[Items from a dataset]
□ □ □ □ □ □ □

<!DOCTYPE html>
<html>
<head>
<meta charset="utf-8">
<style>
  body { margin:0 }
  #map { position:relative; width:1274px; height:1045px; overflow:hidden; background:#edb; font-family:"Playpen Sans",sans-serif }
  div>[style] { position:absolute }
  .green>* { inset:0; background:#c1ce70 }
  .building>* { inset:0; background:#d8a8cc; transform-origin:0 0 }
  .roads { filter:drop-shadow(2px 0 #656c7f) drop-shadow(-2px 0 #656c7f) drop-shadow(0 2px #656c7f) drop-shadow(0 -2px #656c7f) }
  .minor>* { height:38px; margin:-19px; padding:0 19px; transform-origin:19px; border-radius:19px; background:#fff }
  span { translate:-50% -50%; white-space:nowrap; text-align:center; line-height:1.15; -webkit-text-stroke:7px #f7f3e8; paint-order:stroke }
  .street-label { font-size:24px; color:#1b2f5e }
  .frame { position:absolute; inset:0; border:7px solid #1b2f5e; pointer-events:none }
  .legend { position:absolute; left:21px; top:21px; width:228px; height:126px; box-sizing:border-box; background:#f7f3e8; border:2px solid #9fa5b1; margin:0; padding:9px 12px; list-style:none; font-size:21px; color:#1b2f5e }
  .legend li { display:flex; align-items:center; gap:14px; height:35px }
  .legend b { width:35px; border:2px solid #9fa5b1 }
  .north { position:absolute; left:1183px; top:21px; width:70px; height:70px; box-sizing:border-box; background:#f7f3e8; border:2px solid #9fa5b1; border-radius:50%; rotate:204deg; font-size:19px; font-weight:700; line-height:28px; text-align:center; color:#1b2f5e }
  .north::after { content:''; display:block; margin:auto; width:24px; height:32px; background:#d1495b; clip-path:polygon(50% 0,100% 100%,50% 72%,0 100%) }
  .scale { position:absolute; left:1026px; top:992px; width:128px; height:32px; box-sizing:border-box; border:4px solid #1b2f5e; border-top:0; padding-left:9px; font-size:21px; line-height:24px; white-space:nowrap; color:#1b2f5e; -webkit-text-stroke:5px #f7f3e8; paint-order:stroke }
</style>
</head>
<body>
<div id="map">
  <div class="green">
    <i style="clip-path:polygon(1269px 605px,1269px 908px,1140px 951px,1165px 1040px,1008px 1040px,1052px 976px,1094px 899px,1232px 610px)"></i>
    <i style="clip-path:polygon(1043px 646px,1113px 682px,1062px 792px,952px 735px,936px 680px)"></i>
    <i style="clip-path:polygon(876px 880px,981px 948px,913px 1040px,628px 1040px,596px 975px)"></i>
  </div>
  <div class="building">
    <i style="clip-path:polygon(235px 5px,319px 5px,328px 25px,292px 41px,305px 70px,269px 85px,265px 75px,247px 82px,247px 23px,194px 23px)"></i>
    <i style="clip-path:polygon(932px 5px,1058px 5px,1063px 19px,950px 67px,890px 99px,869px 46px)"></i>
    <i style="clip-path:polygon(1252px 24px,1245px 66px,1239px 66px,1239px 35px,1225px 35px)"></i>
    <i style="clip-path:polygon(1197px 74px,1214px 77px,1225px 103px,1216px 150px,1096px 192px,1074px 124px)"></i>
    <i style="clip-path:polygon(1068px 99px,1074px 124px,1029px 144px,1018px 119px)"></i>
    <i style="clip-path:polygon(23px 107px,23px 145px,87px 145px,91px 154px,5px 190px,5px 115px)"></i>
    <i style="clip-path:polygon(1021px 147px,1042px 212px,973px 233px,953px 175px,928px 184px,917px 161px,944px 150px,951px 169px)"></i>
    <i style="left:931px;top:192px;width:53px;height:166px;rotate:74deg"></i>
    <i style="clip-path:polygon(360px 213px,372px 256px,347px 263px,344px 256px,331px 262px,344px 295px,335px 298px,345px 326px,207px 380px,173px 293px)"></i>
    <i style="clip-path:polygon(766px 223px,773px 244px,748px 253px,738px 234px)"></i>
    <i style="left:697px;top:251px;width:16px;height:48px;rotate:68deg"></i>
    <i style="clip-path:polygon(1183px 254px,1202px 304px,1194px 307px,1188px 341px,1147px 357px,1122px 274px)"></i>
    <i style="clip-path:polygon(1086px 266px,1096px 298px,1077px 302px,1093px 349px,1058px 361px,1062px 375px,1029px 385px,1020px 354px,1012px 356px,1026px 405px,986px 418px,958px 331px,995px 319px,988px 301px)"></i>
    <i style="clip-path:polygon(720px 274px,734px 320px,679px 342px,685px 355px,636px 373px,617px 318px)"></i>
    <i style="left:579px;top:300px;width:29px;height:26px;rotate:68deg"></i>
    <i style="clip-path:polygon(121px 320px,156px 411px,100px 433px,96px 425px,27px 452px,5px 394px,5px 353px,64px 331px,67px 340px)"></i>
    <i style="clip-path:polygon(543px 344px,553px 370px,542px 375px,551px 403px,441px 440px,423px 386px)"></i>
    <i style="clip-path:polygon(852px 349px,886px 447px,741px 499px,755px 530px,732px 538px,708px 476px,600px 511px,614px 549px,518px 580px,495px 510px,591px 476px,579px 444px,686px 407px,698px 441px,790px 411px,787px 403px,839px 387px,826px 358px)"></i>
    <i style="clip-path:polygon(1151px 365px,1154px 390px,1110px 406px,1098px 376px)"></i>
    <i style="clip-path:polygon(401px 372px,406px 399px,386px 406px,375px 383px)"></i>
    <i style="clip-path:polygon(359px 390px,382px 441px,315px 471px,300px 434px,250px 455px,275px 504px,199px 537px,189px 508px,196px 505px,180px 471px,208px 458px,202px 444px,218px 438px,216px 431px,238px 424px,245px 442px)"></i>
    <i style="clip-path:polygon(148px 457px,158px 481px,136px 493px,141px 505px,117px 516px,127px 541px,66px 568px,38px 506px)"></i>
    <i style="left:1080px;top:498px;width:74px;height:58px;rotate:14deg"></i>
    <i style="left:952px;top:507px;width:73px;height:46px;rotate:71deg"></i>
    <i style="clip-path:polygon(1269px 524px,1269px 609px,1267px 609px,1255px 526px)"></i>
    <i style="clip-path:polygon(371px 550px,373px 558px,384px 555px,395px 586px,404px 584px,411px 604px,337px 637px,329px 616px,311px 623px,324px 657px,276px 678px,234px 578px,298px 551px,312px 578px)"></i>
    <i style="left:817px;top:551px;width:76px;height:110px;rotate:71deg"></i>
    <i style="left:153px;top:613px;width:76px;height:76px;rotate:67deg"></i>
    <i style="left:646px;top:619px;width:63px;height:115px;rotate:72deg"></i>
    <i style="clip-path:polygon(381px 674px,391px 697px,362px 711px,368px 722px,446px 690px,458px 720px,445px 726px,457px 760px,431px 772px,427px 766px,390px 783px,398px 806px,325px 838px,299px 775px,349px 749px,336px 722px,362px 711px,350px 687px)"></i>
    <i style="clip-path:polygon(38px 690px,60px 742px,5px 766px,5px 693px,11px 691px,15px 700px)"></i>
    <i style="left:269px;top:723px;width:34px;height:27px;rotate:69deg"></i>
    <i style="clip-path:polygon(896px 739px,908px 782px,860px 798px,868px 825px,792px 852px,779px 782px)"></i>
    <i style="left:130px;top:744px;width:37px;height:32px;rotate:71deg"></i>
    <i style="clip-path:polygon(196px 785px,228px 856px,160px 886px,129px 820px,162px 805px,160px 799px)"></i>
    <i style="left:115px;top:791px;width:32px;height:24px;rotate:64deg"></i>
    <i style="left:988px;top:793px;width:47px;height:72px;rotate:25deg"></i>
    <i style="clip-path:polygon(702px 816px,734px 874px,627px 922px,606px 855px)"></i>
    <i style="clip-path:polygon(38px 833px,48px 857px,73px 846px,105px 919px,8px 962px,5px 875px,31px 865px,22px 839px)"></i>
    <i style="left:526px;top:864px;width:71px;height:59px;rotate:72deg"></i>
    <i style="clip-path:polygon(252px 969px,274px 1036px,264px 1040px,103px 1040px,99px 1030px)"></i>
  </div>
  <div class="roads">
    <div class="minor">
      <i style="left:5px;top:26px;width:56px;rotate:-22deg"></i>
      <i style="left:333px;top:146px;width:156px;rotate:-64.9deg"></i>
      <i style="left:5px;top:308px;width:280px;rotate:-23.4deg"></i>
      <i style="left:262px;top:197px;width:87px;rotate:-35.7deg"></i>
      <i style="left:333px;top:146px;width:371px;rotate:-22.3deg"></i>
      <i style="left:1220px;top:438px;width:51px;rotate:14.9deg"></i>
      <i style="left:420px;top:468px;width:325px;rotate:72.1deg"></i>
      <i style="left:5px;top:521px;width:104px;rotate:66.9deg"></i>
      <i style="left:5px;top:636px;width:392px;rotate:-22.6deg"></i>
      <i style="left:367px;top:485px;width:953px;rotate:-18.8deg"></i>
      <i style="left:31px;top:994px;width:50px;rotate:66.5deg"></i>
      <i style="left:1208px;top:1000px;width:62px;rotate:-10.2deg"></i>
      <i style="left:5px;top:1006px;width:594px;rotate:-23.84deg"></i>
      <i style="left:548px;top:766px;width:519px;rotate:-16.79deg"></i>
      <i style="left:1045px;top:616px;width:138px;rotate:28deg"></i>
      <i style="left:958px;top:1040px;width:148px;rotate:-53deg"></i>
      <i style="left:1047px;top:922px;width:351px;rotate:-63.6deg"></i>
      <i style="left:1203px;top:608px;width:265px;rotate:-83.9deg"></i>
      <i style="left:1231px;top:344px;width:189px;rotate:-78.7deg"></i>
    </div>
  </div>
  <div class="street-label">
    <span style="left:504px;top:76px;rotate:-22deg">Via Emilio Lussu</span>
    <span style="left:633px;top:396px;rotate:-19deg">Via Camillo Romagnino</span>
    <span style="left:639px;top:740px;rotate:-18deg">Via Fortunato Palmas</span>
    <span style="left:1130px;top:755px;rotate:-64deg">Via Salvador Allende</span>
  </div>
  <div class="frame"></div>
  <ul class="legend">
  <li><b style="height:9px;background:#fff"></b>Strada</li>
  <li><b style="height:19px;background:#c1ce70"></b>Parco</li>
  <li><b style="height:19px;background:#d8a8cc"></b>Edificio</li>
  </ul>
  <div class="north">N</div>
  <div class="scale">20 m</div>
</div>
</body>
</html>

□ □ □ □ □ □ □

* What to produce *
Take the lines above from the first through the one containing "position:absolute; inset:0; border:7px" and reproduce them exactly; include nothing else.

* Reply to the exercise *
<!DOCTYPE html>
<html>
<head>
<meta charset="utf-8">
<style>
  body { margin:0 }
  #map { position:relative; width:1274px; height:1045px; overflow:hidden; background:#edb; font-family:"Playpen Sans",sans-serif }
  div>[style] { position:absolute }
  .green>* { inset:0; background:#c1ce70 }
  .building>* { inset:0; background:#d8a8cc; transform-origin:0 0 }
  .roads { filter:drop-shadow(2px 0 #656c7f) drop-shadow(-2px 0 #656c7f) drop-shadow(0 2px #656c7f) drop-shadow(0 -2px #656c7f) }
  .minor>* { height:38px; margin:-19px; padding:0 19px; transform-origin:19px; border-radius:19px; background:#fff }
  span { translate:-50% -50%; white-space:nowrap; text-align:center; line-height:1.15; -webkit-text-stroke:7px #f7f3e8; paint-order:stroke }
  .street-label { font-size:24px; color:#1b2f5e }
  .frame { position:absolute; inset:0; border:7px solid #1b2f5e; pointer-events:none }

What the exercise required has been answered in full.